» TASK:
Could you copy every line of the data that contains the word "graph"?

********************

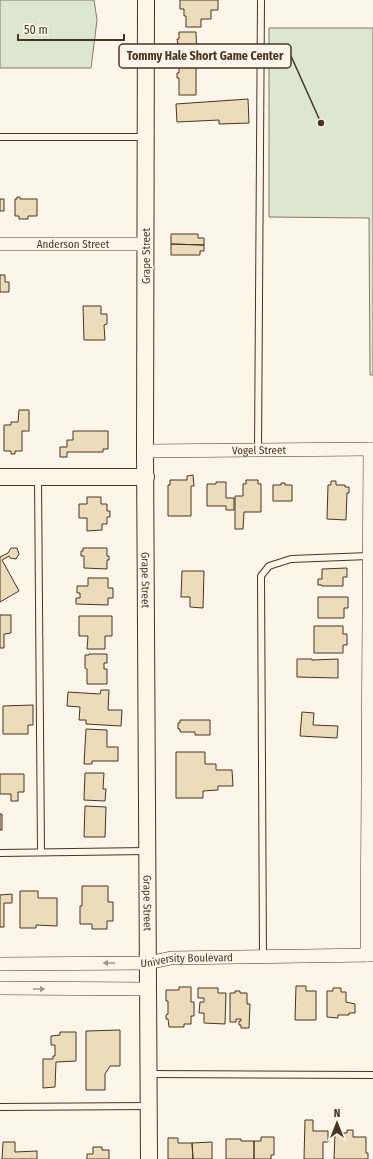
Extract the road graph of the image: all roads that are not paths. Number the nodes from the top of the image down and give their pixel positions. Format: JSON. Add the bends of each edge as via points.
{"nodes":[{"id":1,"x":146,"y":0,"type":"edge"},
{"id":2,"x":261,"y":0,"type":"edge"},
{"id":3,"x":0,"y":137,"type":"edge"},
{"id":4,"x":146,"y":138,"type":"junction"},
{"id":5,"x":0,"y":244,"type":"edge"},
{"id":6,"x":146,"y":244,"type":"junction"},
{"id":7,"x":372,"y":449,"type":"edge"},
{"id":8,"x":258,"y":450,"type":"junction"},
{"id":9,"x":145,"y":451,"type":"junction"},
{"id":10,"x":38,"y":477,"type":"junction"},
{"id":11,"x":146,"y":477,"type":"junction"},
{"id":12,"x":0,"y":478,"type":"edge"},
{"id":13,"x":369,"y":556,"type":"junction"},
{"id":14,"x":148,"y":851,"type":"junction"},
{"id":15,"x":41,"y":852,"type":"junction"},
{"id":16,"x":0,"y":853,"type":"edge"},
{"id":17,"x":370,"y":955,"type":"edge"},
{"id":18,"x":263,"y":957,"type":"junction"},
{"id":19,"x":148,"y":963,"type":"junction"},
{"id":20,"x":0,"y":964,"type":"edge"},
{"id":21,"x":0,"y":988,"type":"edge"},
{"id":22,"x":148,"y":989,"type":"junction"},
{"id":23,"x":149,"y":1074,"type":"junction"},
{"id":24,"x":373,"y":1075,"type":"edge"},
{"id":25,"x":149,"y":1106,"type":"junction"},
{"id":26,"x":0,"y":1107,"type":"edge"},
{"id":27,"x":149,"y":1159,"type":"edge"}],
"edges":[{"from":1,"to":4,"type":"street","name":"Grape Street"},
{"from":2,"to":8,"type":"lane"},
{"from":3,"to":4,"type":"lane"},
{"from":4,"to":6,"type":"street","name":"Grape Street"},
{"from":5,"to":6,"type":"street","name":"Anderson Street"},
{"from":6,"to":9,"type":"street","name":"Grape Street"},
{"from":7,"to":8,"type":"street","name":"Vogel Street"},
{"from":7,"to":13,"type":"street"},
{"from":8,"to":9,"type":"street","name":"Vogel Street"},
{"from":9,"to":11,"type":"street","name":"Grape Street"},
{"from":10,"to":11,"type":"street"},
{"from":10,"to":12,"type":"street"},
{"from":10,"to":15,"type":"lane"},
{"from":11,"to":14,"type":"street","name":"Grape Street"},
{"from":13,"to":17,"type":"street"},
{"from":13,"to":18,"type":"lane","via":[[291,559],[269,566],[261,576]]},
{"from":14,"to":15,"type":"lane"},
{"from":14,"to":19,"type":"street","name":"Grape Street"},
{"from":15,"to":16,"type":"lane"},
{"from":17,"to":18,"type":"street","name":"University Boulevard"},
{"from":18,"to":19,"type":"street","name":"University Boulevard","via":[[171,958]]},
{"from":19,"to":20,"type":"street","name":"University Boulevard","one_way":true},
{"from":19,"to":22,"type":"street","name":"Grape Street"},
{"from":21,"to":22,"type":"street","one_way":true},
{"from":22,"to":23,"type":"street","name":"Grape Street"},
{"from":23,"to":24,"type":"lane"},
{"from":23,"to":25,"type":"street","name":"Grape Street"},
{"from":25,"to":26,"type":"lane"},
{"from":25,"to":27,"type":"street","name":"Grape Street"}]}
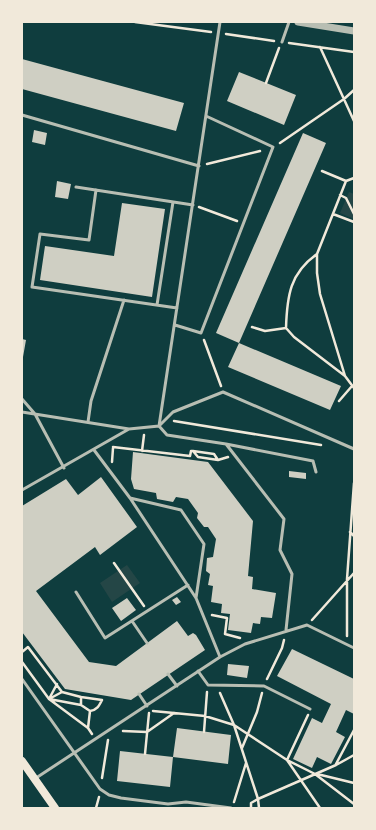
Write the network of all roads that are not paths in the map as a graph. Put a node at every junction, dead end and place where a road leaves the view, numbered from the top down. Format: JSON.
{"nodes":[{"id":1,"x":220,"y":22,"type":"edge"},
{"id":2,"x":289,"y":22,"type":"edge"},
{"id":3,"x":298,"y":22,"type":"edge"},
{"id":4,"x":354,"y":30,"type":"edge"},
{"id":5,"x":282,"y":42,"type":"road end"},
{"id":6,"x":22,"y":115,"type":"edge"},
{"id":7,"x":206,"y":116,"type":"junction"},
{"id":8,"x":199,"y":166,"type":"junction"},
{"id":9,"x":76,"y":187,"type":"dead end"},
{"id":10,"x":96,"y":190,"type":"junction"},
{"id":11,"x":173,"y":202,"type":"junction"},
{"id":12,"x":193,"y":205,"type":"junction"},
{"id":13,"x":124,"y":300,"type":"junction"},
{"id":14,"x":158,"y":305,"type":"junction"},
{"id":15,"x":177,"y":308,"type":"junction"},
{"id":16,"x":175,"y":326,"type":"junction"},
{"id":17,"x":22,"y":399,"type":"edge"},
{"id":18,"x":22,"y":412,"type":"edge"},
{"id":19,"x":35,"y":414,"type":"junction"},
{"id":20,"x":88,"y":422,"type":"junction"},
{"id":21,"x":159,"y":426,"type":"junction"},
{"id":22,"x":129,"y":429,"type":"junction"},
{"id":23,"x":226,"y":444,"type":"junction"},
{"id":24,"x":354,"y":449,"type":"edge"},
{"id":25,"x":94,"y":450,"type":"junction"},
{"id":26,"x":64,"y":468,"type":"junction"},
{"id":27,"x":316,"y":472,"type":"dead end"},
{"id":28,"x":22,"y":490,"type":"edge"},
{"id":29,"x":130,"y":498,"type":"junction"},
{"id":30,"x":188,"y":585,"type":"junction"},
{"id":31,"x":76,"y":592,"type":"dead end"},
{"id":32,"x":196,"y":598,"type":"junction"},
{"id":33,"x":132,"y":621,"type":"junction"},
{"id":34,"x":286,"y":630,"type":"junction"},
{"id":35,"x":147,"y":643,"type":"dead end"},
{"id":36,"x":354,"y":648,"type":"edge"},
{"id":37,"x":220,"y":657,"type":"junction"},
{"id":38,"x":198,"y":671,"type":"junction"},
{"id":39,"x":168,"y":674,"type":"dead end"},
{"id":40,"x":22,"y":679,"type":"edge"},
{"id":41,"x":177,"y":686,"type":"junction"},
{"id":42,"x":139,"y":694,"type":"dead end"},
{"id":43,"x":146,"y":706,"type":"junction"},
{"id":44,"x":310,"y":709,"type":"road end"},
{"id":45,"x":74,"y":752,"type":"junction"},
{"id":46,"x":22,"y":761,"type":"edge"},
{"id":47,"x":35,"y":779,"type":"junction"},
{"id":48,"x":55,"y":808,"type":"edge"},
{"id":49,"x":60,"y":808,"type":"edge"},
{"id":50,"x":232,"y":808,"type":"edge"}],
"edges":[{"from":1,"to":7,"type":"lane"},
{"from":2,"to":5,"type":"lane"},
{"from":3,"to":4,"type":"street"},
{"from":6,"to":8,"type":"lane"},
{"from":7,"to":8,"type":"lane"},
{"from":7,"to":16,"type":"lane"},
{"from":8,"to":12,"type":"lane"},
{"from":9,"to":10,"type":"lane"},
{"from":10,"to":11,"type":"lane"},
{"from":10,"to":13,"type":"lane"},
{"from":11,"to":12,"type":"lane"},
{"from":11,"to":14,"type":"lane"},
{"from":12,"to":15,"type":"lane"},
{"from":13,"to":14,"type":"lane"},
{"from":13,"to":20,"type":"lane"},
{"from":14,"to":15,"type":"lane"},
{"from":15,"to":16,"type":"lane"},
{"from":16,"to":21,"type":"lane"},
{"from":17,"to":19,"type":"lane"},
{"from":18,"to":19,"type":"lane"},
{"from":19,"to":20,"type":"lane"},
{"from":19,"to":26,"type":"lane"},
{"from":20,"to":22,"type":"lane"},
{"from":21,"to":22,"type":"lane"},
{"from":21,"to":23,"type":"lane"},
{"from":21,"to":24,"type":"lane"},
{"from":22,"to":25,"type":"lane"},
{"from":23,"to":27,"type":"lane"},
{"from":23,"to":34,"type":"lane"},
{"from":25,"to":26,"type":"lane"},
{"from":25,"to":29,"type":"lane"},
{"from":26,"to":28,"type":"lane"},
{"from":29,"to":30,"type":"lane"},
{"from":29,"to":32,"type":"lane"},
{"from":30,"to":32,"type":"lane"},
{"from":30,"to":33,"type":"lane"},
{"from":31,"to":33,"type":"lane"},
{"from":32,"to":37,"type":"lane"},
{"from":33,"to":35,"type":"lane"},
{"from":34,"to":36,"type":"lane"},
{"from":34,"to":37,"type":"lane"},
{"from":37,"to":38,"type":"lane"},
{"from":38,"to":41,"type":"lane"},
{"from":38,"to":44,"type":"lane"},
{"from":39,"to":41,"type":"lane"},
{"from":40,"to":45,"type":"lane"},
{"from":41,"to":43,"type":"lane"},
{"from":42,"to":43,"type":"lane"},
{"from":43,"to":45,"type":"lane"},
{"from":45,"to":47,"type":"lane"},
{"from":45,"to":50,"type":"lane"},
{"from":46,"to":47,"type":"main road"},
{"from":47,"to":48,"type":"main road"},
{"from":47,"to":49,"type":"main road"}]}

********************

» FINISHED TASK:
Extract the road graph of the image: all roads that are not paths. Number the nodes from the top of the image down and give their pixel positions. Format: JSON. Add the bends of each edge as via points.
Write the network of all roads that are not paths in the map as a graph. Put a node at every junction, dead end and place where a road leaves the view, numbered from the top down. Format: JSON.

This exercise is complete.